Your response should match the records line for line.

···

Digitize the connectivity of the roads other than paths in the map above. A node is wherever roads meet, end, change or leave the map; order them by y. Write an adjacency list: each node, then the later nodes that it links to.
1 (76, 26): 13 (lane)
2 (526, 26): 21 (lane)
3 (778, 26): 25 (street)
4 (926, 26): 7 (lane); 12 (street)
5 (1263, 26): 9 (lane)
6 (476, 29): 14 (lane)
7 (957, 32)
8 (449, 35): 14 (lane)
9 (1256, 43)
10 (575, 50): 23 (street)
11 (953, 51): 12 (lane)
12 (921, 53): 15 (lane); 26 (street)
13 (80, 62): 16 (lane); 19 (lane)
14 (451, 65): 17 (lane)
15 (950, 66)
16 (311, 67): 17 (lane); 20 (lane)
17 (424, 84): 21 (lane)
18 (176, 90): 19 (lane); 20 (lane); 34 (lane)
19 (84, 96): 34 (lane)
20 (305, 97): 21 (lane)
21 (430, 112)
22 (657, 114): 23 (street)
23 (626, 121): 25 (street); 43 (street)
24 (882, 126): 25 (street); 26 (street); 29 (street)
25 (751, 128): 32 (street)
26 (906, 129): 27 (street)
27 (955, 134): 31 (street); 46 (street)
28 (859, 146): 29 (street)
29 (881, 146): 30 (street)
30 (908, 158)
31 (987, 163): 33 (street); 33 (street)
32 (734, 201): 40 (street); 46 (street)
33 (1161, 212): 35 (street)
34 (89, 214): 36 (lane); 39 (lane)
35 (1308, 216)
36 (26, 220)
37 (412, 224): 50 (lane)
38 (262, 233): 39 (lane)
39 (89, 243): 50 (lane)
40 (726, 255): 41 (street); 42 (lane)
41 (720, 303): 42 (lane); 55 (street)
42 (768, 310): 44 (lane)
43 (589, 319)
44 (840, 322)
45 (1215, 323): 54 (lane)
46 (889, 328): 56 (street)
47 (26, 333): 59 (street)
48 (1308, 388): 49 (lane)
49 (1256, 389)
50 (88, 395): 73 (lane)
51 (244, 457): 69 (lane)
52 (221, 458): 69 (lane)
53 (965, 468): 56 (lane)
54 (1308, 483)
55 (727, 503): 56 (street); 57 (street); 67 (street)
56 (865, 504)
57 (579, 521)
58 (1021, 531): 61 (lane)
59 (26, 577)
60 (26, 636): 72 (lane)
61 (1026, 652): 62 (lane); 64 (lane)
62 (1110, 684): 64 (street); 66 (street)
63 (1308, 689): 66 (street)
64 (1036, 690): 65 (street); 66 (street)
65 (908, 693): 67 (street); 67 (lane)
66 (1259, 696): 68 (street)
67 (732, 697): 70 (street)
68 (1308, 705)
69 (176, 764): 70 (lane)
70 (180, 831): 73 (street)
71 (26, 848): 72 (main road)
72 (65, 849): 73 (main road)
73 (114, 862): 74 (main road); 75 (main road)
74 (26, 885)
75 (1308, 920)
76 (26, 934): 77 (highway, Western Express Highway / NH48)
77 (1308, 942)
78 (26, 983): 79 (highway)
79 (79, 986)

···

[Solution to this task]
Digitize the connectivity of the roads other than paths in the map above. A node is wherever roads meet, end, change or leave the map; order them by y. Write an adjacency list: each node, then the later nodes that it links to.
1 (76, 26): 13 (lane)
2 (526, 26): 21 (lane)
3 (778, 26): 25 (street)
4 (926, 26): 7 (lane); 12 (street)
5 (1263, 26): 9 (lane)
6 (476, 29): 14 (lane)
7 (957, 32)
8 (449, 35): 14 (lane)
9 (1256, 43)
10 (575, 50): 23 (street)
11 (953, 51): 12 (lane)
12 (921, 53): 15 (lane); 26 (street)
13 (80, 62): 16 (lane); 19 (lane)
14 (451, 65): 17 (lane)
15 (950, 66)
16 (311, 67): 17 (lane); 20 (lane)
17 (424, 84): 21 (lane)
18 (176, 90): 19 (lane); 20 (lane); 34 (lane)
19 (84, 96): 34 (lane)
20 (305, 97): 21 (lane)
21 (430, 112)
22 (657, 114): 23 (street)
23 (626, 121): 25 (street); 43 (street)
24 (882, 126): 25 (street); 26 (street); 29 (street)
25 (751, 128): 32 (street)
26 (906, 129): 27 (street)
27 (955, 134): 31 (street); 46 (street)
28 (859, 146): 29 (street)
29 (881, 146): 30 (street)
30 (908, 158)
31 (987, 163): 33 (street); 33 (street)
32 (734, 201): 40 (street); 46 (street)
33 (1161, 212): 35 (street)
34 (89, 214): 36 (lane); 39 (lane)
35 (1308, 216)
36 (26, 220)
37 (412, 224): 50 (lane)
38 (262, 233): 39 (lane)
39 (89, 243): 50 (lane)
40 (726, 255): 41 (street); 42 (lane)
41 (720, 303): 42 (lane); 55 (street)
42 (768, 310): 44 (lane)
43 (589, 319)
44 (840, 322)
45 (1215, 323): 54 (lane)
46 (889, 328): 56 (street)
47 (26, 333): 59 (street)
48 (1308, 388): 49 (lane)
49 (1256, 389)
50 (88, 395): 73 (lane)
51 (244, 457): 69 (lane)
52 (221, 458): 69 (lane)
53 (965, 468): 56 (lane)
54 (1308, 483)
55 (727, 503): 56 (street); 57 (street); 67 (street)
56 (865, 504)
57 (579, 521)
58 (1021, 531): 61 (lane)
59 (26, 577)
60 (26, 636): 72 (lane)
61 (1026, 652): 62 (lane); 64 (lane)
62 (1110, 684): 64 (street); 66 (street)
63 (1308, 689): 66 (street)
64 (1036, 690): 65 (street); 66 (street)
65 (908, 693): 67 (street); 67 (lane)
66 (1259, 696): 68 (street)
67 (732, 697): 70 (street)
68 (1308, 705)
69 (176, 764): 70 (lane)
70 (180, 831): 73 (street)
71 (26, 848): 72 (main road)
72 (65, 849): 73 (main road)
73 (114, 862): 74 (main road); 75 (main road)
74 (26, 885)
75 (1308, 920)
76 (26, 934): 77 (highway, Western Express Highway / NH48)
77 (1308, 942)
78 (26, 983): 79 (highway)
79 (79, 986)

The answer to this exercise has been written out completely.